Por Lauro Chaves Neto (*)
"Breakneck:
China's Quest to Engineer the Future", de Dan Wang, da Universidade de
Stanford, na Califórnia, publicado em 2025, e considerado por parte da mídia
mundial o livro do ano, apresenta a ideia central de que "os EUA são
governados por advogados, enquanto a China é governada por engenheiros",
enquanto os americanos priorizam o jurídico e o regulatório, os chineses
colocam a engenharia e a execução prática no centro de sua estratégia nacional.
O livro destaca
que a estratégia chinesa envolve uma visão articulada de futuro, na qual
infraestrutura é sinônimo de influência geopolítica, segurança nacional e
projeção global, combinando planejamento estatal, inovação tecnológica e
diplomacia econômica, sem esquecer os lados negativos da engenharia social,
incluindo a vigilância de minorias étnicas, a repressão política e os traumas
da política do filho único e da Covid zero.
Em contraste, os
EUA são governados por advogados que são realmente eficientes em bloquear as
coisas, o que pode ser ruim e bom.
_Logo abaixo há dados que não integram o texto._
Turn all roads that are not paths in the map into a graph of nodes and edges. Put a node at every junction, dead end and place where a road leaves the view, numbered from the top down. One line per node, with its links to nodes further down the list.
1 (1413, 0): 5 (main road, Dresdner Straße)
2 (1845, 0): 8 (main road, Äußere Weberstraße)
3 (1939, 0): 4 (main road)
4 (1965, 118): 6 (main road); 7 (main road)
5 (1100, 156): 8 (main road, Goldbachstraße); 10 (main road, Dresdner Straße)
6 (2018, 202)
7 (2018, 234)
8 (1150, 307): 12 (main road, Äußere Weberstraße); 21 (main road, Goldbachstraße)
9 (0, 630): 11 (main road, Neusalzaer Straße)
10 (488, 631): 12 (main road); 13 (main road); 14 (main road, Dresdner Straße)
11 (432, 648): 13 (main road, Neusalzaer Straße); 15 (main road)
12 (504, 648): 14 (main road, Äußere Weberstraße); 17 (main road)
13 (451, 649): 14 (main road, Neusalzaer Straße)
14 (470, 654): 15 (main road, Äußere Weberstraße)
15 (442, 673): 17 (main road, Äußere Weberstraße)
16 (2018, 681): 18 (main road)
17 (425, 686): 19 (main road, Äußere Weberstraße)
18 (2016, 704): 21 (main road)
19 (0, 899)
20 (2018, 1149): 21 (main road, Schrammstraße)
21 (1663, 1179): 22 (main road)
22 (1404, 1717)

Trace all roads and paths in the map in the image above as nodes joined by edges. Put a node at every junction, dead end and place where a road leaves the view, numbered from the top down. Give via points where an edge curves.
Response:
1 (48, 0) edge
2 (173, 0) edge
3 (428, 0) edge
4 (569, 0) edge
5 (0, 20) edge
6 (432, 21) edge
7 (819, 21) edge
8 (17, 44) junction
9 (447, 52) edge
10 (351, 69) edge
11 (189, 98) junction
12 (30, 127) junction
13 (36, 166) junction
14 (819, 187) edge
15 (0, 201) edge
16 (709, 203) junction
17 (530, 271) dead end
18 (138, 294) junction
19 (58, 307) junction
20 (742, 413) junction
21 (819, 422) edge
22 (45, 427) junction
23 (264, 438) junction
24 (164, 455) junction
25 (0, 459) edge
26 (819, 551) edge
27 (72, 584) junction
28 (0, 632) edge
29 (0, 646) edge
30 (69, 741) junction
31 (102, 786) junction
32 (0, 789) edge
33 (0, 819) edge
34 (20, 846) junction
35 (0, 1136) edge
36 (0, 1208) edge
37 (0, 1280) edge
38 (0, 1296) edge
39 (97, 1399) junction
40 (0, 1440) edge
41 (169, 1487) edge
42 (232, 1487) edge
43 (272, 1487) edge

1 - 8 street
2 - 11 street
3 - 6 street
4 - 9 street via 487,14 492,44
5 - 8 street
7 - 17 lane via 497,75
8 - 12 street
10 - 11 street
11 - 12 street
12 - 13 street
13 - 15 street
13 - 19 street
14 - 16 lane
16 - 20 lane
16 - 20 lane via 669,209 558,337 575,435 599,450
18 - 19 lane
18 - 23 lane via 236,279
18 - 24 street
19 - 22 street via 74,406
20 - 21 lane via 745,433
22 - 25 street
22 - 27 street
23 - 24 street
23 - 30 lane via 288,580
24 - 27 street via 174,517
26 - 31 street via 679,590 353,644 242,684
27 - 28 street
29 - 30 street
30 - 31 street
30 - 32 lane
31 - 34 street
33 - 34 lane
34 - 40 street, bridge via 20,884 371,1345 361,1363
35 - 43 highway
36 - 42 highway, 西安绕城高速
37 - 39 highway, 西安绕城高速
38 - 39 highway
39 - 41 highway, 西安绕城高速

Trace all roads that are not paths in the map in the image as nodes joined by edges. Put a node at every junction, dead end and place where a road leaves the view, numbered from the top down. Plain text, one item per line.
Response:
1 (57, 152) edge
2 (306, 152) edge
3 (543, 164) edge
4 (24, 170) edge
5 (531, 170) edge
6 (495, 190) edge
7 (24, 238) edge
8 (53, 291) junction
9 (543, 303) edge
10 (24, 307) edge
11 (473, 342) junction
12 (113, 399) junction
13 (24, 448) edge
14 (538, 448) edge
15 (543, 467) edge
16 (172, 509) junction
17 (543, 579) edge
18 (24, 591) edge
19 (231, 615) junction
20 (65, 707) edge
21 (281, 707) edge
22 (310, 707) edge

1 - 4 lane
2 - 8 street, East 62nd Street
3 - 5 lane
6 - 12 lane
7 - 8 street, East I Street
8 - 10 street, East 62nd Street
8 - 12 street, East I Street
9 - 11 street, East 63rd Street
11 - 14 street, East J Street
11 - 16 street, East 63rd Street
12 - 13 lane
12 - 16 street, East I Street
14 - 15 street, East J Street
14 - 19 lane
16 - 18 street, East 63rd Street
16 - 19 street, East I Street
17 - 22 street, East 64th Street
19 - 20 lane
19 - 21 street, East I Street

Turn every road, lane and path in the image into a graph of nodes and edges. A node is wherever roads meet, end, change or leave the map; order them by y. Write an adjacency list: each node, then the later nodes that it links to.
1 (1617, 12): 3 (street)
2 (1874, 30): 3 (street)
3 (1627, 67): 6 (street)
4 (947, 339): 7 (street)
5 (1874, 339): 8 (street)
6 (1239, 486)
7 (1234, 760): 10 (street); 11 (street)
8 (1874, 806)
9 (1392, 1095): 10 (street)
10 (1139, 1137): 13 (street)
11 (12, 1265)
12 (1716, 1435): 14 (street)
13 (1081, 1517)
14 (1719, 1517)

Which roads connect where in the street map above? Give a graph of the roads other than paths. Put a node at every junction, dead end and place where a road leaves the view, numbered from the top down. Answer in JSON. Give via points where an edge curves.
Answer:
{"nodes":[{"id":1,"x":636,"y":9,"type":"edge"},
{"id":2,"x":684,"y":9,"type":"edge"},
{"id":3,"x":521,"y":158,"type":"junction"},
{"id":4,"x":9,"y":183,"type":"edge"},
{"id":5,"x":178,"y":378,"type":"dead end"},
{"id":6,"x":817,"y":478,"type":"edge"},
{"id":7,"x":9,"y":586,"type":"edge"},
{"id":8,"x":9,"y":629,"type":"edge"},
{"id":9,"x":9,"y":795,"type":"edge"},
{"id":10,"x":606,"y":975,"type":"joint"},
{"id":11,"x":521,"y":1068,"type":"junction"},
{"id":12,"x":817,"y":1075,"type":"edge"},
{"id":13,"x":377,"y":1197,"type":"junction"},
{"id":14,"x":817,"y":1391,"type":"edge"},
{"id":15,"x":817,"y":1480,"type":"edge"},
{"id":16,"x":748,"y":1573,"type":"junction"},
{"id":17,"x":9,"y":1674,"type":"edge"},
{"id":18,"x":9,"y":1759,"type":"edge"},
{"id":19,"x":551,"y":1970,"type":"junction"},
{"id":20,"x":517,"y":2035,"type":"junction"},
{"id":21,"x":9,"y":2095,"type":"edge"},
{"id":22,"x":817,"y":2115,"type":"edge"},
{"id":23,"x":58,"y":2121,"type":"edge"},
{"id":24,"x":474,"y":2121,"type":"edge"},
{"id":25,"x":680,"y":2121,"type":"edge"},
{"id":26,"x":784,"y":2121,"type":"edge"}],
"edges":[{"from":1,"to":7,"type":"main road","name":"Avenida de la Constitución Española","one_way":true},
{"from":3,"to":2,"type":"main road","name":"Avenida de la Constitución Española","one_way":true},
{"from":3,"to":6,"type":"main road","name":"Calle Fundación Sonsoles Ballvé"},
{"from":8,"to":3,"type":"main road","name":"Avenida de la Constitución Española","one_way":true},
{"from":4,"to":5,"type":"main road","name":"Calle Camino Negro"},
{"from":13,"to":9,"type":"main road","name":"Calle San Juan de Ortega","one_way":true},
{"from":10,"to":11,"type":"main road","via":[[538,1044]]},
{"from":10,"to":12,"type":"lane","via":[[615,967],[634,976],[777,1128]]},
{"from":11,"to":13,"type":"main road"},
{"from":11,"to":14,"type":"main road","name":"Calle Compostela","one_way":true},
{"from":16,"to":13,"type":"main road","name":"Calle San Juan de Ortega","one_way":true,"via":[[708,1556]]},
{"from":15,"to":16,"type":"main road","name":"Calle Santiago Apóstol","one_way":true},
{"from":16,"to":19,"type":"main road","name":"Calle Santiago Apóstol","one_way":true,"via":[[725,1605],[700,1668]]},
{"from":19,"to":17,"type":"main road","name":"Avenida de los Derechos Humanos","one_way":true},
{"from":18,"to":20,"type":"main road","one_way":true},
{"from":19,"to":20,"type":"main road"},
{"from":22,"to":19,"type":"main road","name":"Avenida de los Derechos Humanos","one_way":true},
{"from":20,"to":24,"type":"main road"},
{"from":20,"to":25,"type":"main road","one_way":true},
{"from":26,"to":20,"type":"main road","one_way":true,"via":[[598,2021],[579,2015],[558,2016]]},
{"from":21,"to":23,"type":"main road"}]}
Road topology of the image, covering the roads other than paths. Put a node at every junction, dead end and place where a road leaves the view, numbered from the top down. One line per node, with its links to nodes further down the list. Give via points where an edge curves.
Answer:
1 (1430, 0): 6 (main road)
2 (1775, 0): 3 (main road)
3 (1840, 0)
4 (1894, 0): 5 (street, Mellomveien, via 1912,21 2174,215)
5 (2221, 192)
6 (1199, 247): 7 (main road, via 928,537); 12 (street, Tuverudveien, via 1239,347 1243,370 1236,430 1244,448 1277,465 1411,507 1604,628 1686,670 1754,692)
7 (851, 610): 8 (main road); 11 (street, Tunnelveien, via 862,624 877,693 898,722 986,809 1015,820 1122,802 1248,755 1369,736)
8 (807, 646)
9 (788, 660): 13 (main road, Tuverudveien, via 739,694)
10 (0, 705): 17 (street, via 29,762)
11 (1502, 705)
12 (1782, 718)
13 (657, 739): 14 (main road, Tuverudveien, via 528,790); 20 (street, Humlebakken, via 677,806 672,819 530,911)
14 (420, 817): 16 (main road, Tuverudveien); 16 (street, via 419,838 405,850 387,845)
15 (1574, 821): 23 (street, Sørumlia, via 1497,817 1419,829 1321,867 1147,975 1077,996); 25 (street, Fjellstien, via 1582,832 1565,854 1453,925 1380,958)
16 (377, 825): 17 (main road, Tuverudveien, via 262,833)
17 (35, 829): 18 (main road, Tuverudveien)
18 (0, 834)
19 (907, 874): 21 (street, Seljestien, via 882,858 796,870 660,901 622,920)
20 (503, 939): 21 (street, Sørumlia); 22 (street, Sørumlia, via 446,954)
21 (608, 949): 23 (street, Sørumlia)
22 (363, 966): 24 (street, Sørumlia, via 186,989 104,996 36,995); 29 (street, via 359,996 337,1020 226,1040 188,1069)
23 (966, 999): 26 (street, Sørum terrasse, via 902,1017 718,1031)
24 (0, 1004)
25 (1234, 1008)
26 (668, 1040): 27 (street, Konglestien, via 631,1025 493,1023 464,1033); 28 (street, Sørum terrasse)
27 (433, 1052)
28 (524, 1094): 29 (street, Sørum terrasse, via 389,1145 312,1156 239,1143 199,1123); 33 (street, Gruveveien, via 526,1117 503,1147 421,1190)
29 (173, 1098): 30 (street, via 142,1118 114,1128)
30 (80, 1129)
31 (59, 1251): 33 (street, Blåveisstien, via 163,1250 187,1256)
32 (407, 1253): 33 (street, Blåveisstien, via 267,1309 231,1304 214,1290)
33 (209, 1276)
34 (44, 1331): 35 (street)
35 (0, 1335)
Podem barrar ideias sem sentido, assim como
reduzir a velocidade e aumentar o custo da economia.
O livro oferece
lições relevantes para o Brasil ao mostrar como a China articula planejamento
de longo prazo, coordenação institucional e investimentos estratégicos em
infraestrutura. A principal lição é a importância de definir projetos
estruturantes que sejam sustentados por políticas de Estado, não apenas de
governo.
A experiência
chinesa também revela o valor de integrar infraestrutura física, digital e
energética, ampliando competitividade e conectividade regional, além de
estimular inovação tecnológica com foco em produtividade.
O livro também
alerta que infraestrutura só gera prosperidade quando integrada a políticas
industriais, inovação e logística sustentável - caso contrário, transforma-se
em ativo caro e subutilizado.
Por fim, ressalta
que velocidade não substitui participação social, nem os princípios
democráticos, isso significa a necessidade de ampliar diálogo com comunidades,
setor produtivo e academia, garantindo que o desenvolvimento seja inclusivo e
estratégico.
(*)
Consultor, professor doutor da Uece e conselheiro do Conselho Federal de
Economia.
Fonte: O Povo, de 5/01/26. Opinião. p.22.